Acórdão nº 08B626 de Supremo Tribunal de Justiça (Portugal), 22 de Abril de 2008
Magistrado Responsável | SALVADOR DA COSTA |
Data da Resolução | 22 de Abril de 2008 |
Emissor | Supremo Tribunal de Justiça (Portugal) |
Acordam no Supremo Tribunal de Justiça I O Estado Português intentou, no dia 23 de Janeiro de 1997, contra AA-Construções de Habitações, Ldª, BB - Engenharia e Construções, Ldª e Companhia de Seguros CC SA, a que sucedeu a Companhia de Seguros CC, SA, pedindo a sua condenação no pagamento de 4 195 386$ referentes a trabalhos de limpeza e da reparação da cobertura do edifício, 13 972 374$ referentes a materiais e serviços relativos ao escoramento do edifício, 5 733 000$ relativos ao projecto de empreitada de reforço das fundações, 5 557 500$, concernentes ao projecto de recuperação do edifício, 1 792 440$ relativos ao custo do estudo geológico/geotécnico, 482 887 338$ correspondentes ao custo da recuperação global do edifício e para reparação dos danos nele causados, 193 815 248$ para fundações e 218 908 973$ para a sua recuperação na parte acima do solo, mais o imposto sobre o valor acrescentado de 32 948 592$ e 37 214 525$, 2 029 738$ relativos a trabalhos a mais, referentes à empreitada de restauro das fundações, 2 272 725$ referentes a erros e omissões relativos ao restauro, 4 711 854$ relativos a trabalhos a mais referentes ao reforço das fundações do edifício, 2 281 500$ concernentes a trabalhos de acessoria à fiscalização e assistência técnica pagos, 1 123 200$ por trabalhos de acessoria à fiscalização técnica pagos, 2 246 400$ relativos a trabalhos de assistência técnica pagos, 35 738$ referentes a despesas com fotocópias, 678 600$ relativos a despesas com a mudança de mobiliário, 9 437 172$ concernentes a rendas pagas da casa de residência do capitão do porto, o que se liquidasse em execução de sentença com o acréscimo das despesas com a recuperação da parte externa do edifício, com o arrendamento da habitação para o capitão do porto e outros gastos a realizar relacionados com os danos no edifício na parte acima do solo e com a sua recuperação, juros de mora desde a citação e as actualizações dos montantes supra indicados em consequência da desvalorização do valor da moeda que, após a citação das rés, se verificasse.
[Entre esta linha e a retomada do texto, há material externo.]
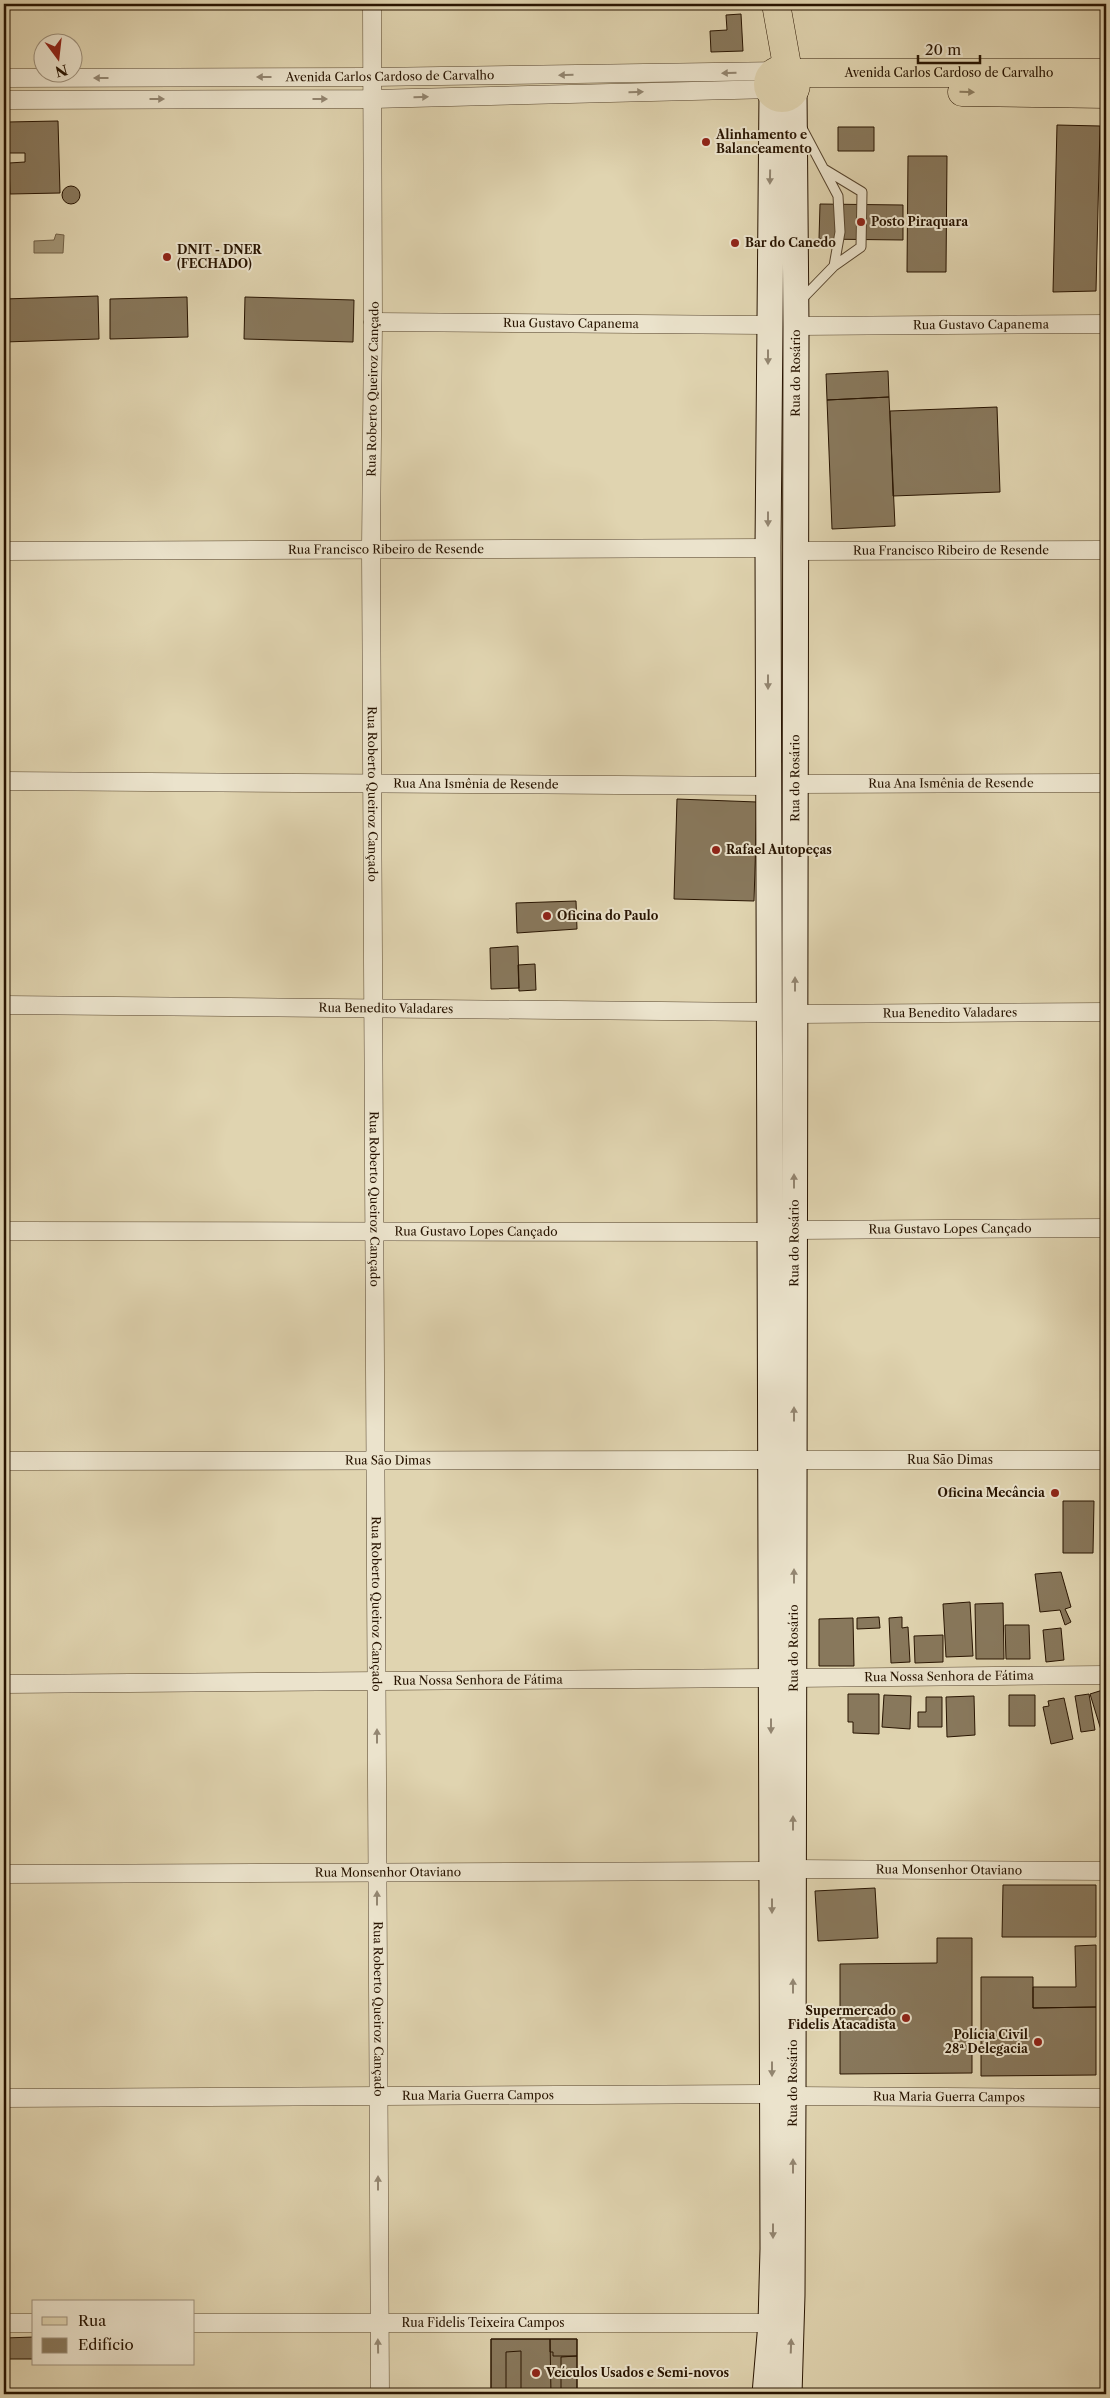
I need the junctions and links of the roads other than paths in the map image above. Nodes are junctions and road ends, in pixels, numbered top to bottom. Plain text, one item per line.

E, a título subsidiário, para a hipótese de as rés não serem condenadas no pagamento das indemnizações correspondentes à reparação dos danos no edifício e a recuperação se fazer com o aproveitamento possível de todos os elementos que, presentemente, o integram, acima do solo, pediu a sua condenação no pagamento das correspondentes indemnizações que vierem a liquidar-se na acção ou em execução de sentença.
Fundou a sua pretensão, por um lado, na circunstância de AA, Ldª ter levado a efeito a construção de um edifício novo onde estavam dois antigos, terem as escavações e a construção das fundações sido efectuadas pela ré BB, SA, terem as obras provocado danos graves no seu edifício, incluindo as fundações, e levado à sua progressiva e acelerada degradação e ruína.
E, por outro, que isso o obrigou a mudar a residência do Capitão do Porto de Aveiro, com dispêndio em rendas e transportes de mobílias, a suportar custos com a realização de obras no edifício, incluindo ao nível das fundações, com os inerentes estudos e projectos, e na realização de outras despesas necessárias.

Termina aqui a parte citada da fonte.